• **Records for the task**:
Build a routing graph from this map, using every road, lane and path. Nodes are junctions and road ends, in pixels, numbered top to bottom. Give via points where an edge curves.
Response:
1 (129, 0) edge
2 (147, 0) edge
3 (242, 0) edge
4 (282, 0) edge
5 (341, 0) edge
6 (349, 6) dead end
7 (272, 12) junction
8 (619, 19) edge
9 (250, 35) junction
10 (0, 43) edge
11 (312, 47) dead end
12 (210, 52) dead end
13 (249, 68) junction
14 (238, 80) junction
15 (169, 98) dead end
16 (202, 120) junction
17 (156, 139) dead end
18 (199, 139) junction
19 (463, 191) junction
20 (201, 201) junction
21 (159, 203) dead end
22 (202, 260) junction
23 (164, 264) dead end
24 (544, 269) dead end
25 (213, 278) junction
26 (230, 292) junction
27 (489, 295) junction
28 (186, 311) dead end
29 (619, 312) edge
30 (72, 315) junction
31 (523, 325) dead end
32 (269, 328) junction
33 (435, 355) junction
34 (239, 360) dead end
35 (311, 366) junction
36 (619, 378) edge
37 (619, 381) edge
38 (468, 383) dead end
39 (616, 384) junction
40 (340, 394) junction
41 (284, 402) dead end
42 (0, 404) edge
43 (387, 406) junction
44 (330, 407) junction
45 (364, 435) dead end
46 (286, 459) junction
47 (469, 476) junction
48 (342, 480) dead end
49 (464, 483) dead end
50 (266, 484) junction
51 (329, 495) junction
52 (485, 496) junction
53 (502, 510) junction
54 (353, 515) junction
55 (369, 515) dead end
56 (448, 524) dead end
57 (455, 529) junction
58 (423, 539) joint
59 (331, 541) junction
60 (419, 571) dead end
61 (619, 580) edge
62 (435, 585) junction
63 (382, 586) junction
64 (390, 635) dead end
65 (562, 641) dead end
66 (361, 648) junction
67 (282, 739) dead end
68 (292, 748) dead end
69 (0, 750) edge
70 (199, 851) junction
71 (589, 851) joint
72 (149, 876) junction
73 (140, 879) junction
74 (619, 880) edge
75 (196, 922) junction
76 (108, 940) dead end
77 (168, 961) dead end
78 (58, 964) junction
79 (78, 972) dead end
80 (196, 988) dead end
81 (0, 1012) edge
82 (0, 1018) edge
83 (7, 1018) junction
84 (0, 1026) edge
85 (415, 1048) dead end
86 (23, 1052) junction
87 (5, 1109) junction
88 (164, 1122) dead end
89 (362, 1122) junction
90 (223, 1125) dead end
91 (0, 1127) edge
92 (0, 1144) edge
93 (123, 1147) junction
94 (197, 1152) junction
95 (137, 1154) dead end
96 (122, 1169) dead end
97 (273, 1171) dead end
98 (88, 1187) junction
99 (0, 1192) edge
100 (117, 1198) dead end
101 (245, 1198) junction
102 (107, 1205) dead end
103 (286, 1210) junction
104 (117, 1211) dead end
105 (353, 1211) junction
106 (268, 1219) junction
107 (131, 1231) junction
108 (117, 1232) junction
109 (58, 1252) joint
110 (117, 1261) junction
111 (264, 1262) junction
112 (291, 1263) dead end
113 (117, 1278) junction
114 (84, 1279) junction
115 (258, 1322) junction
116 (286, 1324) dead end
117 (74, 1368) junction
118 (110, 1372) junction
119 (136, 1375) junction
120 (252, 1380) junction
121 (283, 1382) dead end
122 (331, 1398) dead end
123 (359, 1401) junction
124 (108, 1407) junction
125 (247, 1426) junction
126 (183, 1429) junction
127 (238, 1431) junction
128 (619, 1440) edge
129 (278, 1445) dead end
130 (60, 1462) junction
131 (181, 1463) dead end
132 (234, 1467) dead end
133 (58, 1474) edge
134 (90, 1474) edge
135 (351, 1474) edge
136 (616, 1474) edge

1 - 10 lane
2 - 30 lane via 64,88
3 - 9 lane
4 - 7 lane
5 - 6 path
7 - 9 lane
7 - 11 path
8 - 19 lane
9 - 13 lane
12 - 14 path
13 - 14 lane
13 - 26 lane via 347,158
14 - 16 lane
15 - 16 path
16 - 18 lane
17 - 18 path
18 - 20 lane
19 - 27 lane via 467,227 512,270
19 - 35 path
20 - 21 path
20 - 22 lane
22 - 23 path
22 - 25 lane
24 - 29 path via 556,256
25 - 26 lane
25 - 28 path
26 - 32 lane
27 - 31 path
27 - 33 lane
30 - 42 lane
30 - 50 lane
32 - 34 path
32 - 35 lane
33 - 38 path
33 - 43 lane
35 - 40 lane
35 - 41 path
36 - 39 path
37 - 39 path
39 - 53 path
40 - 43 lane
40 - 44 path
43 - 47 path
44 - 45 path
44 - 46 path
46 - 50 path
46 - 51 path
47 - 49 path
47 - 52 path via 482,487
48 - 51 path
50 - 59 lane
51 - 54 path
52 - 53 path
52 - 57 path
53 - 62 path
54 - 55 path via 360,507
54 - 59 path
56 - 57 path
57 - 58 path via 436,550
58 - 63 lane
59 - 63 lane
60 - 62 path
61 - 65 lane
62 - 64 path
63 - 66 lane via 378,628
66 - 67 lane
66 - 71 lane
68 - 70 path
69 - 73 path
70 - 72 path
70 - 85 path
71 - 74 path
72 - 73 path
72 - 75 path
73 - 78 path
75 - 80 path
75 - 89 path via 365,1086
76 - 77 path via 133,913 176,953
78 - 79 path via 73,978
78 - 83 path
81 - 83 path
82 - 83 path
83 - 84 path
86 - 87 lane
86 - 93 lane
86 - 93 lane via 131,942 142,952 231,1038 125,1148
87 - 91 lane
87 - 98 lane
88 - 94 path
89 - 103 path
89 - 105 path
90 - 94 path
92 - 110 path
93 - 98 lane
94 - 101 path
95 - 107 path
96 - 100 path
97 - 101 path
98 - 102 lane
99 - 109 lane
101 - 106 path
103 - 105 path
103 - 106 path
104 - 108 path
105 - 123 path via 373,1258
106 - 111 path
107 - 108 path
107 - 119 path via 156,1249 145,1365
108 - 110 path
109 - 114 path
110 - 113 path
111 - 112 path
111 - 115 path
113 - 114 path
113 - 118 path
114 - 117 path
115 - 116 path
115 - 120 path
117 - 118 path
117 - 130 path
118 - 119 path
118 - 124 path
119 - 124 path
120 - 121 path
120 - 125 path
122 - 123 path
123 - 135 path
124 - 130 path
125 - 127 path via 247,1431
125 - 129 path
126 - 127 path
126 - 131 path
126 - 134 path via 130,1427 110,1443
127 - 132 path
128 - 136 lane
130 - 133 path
* * *
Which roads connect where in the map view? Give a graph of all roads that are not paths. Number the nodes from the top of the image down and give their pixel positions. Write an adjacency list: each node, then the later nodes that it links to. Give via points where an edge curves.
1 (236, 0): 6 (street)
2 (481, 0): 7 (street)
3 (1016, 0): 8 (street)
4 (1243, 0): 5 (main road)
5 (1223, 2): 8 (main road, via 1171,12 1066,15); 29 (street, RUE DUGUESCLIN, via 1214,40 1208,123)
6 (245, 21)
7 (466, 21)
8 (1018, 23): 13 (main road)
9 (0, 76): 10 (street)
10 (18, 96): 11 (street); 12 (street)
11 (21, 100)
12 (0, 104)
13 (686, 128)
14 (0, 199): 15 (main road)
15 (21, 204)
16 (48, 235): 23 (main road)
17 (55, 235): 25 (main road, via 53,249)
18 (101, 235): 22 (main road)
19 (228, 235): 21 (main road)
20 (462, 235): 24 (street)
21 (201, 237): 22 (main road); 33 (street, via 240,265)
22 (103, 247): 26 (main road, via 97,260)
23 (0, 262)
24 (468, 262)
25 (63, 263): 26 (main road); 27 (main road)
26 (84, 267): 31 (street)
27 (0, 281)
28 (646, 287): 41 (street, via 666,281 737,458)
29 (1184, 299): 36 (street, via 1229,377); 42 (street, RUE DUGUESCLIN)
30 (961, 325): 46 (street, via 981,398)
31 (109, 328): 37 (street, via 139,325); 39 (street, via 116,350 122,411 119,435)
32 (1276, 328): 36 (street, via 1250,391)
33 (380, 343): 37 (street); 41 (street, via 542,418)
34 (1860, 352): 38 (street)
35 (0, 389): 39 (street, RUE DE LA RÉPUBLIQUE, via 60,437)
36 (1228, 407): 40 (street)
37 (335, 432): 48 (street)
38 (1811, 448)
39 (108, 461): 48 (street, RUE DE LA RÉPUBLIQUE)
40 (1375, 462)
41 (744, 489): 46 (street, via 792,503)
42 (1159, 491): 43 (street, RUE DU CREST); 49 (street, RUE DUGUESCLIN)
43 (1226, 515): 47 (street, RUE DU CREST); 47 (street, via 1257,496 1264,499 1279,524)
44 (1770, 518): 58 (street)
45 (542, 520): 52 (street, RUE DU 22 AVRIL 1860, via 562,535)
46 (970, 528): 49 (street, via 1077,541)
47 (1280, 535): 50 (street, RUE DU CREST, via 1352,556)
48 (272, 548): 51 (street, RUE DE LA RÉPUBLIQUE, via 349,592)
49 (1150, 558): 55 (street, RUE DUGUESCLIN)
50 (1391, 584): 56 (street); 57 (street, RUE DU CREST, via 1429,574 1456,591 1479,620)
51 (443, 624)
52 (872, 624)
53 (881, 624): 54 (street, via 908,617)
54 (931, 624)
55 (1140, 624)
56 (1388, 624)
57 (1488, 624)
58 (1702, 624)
==
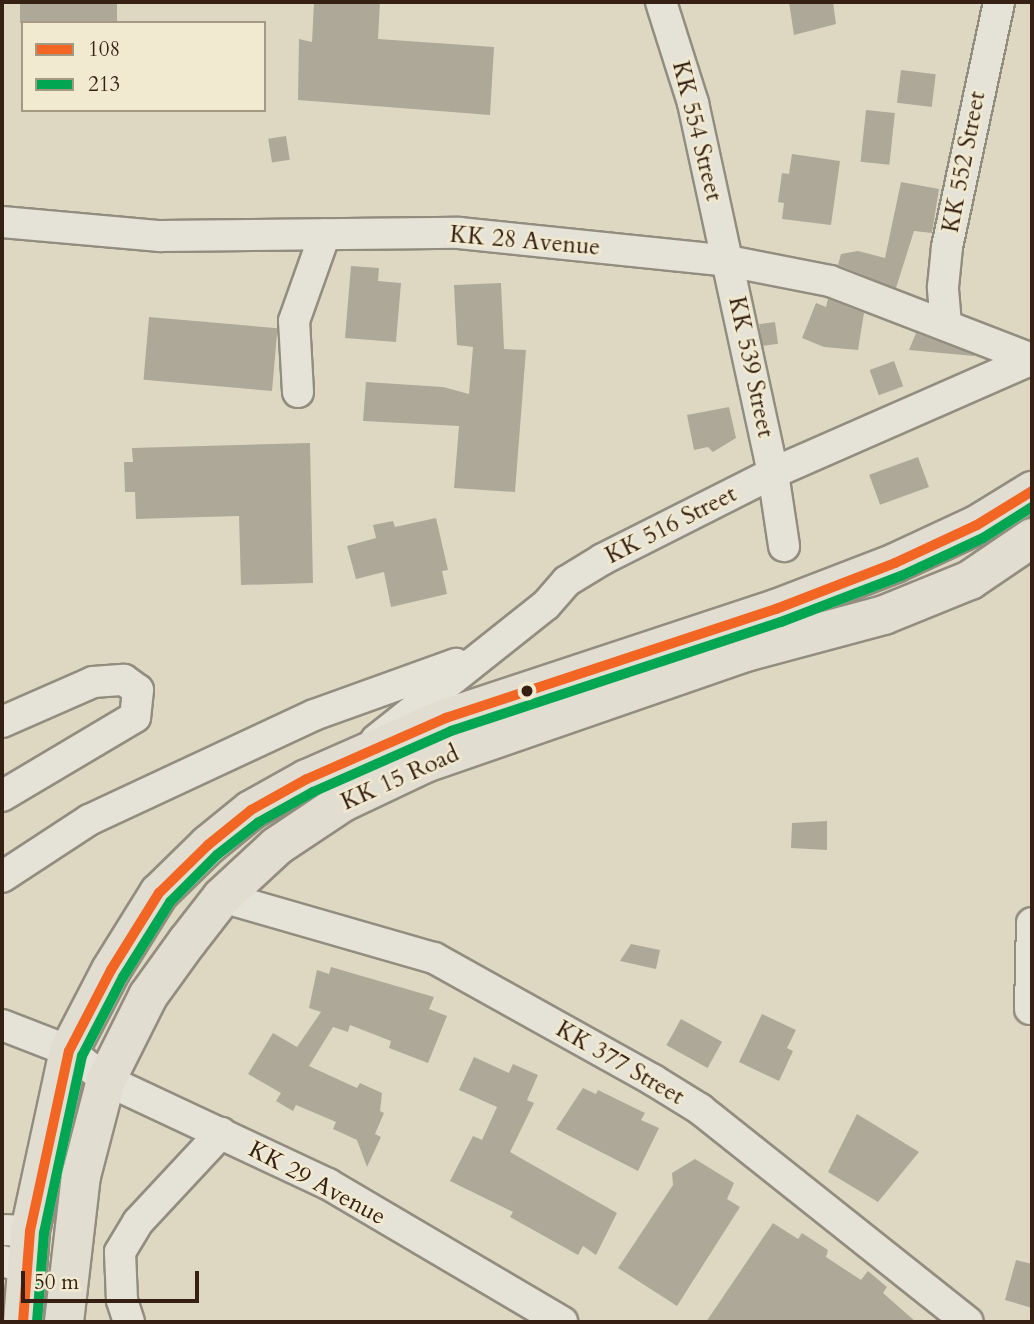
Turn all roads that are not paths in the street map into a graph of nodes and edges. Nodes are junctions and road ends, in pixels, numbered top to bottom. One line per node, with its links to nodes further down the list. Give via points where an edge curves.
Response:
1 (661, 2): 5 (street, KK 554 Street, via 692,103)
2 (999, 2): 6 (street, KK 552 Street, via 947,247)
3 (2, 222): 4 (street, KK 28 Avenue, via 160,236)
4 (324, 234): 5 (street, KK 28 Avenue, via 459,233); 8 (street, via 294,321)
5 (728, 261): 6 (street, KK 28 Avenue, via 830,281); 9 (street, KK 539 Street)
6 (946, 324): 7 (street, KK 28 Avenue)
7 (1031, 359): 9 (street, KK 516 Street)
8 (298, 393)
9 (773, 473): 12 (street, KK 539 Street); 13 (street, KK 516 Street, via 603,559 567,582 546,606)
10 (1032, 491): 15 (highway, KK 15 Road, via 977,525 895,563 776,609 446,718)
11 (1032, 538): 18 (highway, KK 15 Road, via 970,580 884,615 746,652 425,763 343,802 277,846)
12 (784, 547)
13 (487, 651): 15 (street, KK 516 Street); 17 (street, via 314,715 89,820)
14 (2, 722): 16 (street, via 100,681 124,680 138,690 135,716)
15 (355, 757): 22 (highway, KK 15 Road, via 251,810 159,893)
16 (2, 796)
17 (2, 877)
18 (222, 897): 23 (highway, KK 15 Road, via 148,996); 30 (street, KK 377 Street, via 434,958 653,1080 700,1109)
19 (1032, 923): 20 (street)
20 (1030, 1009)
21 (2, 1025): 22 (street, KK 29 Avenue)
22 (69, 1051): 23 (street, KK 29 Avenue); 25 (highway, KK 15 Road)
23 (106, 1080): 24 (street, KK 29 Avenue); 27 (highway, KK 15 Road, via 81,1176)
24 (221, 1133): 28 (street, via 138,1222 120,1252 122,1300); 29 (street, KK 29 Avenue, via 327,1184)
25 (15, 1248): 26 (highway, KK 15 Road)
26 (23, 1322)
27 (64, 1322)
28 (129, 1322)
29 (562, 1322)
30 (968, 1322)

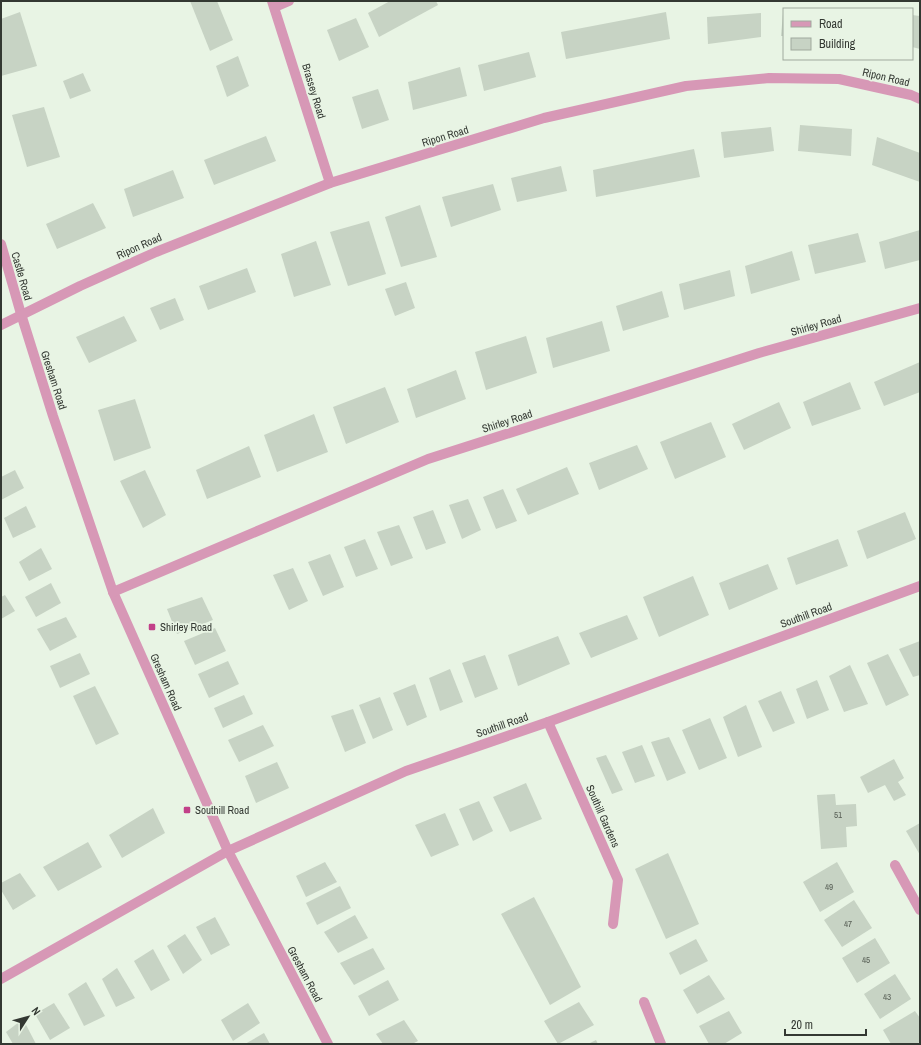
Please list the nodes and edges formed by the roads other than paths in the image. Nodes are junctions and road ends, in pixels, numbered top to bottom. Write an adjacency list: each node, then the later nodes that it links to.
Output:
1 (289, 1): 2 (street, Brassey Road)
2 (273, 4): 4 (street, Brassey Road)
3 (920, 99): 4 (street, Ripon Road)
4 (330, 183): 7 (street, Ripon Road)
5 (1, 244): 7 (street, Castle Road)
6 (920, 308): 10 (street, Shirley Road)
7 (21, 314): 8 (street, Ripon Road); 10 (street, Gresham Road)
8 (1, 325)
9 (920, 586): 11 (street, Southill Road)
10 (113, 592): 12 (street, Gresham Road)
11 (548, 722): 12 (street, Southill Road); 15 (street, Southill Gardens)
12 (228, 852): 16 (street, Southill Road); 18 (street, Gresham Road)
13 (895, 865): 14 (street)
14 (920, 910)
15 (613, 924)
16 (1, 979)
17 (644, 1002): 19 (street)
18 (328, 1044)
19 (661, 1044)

• **What the task asks**: Your whole answer should be one number, the count of lines in the records that hold "pixels".

• **Solution to this task**: 3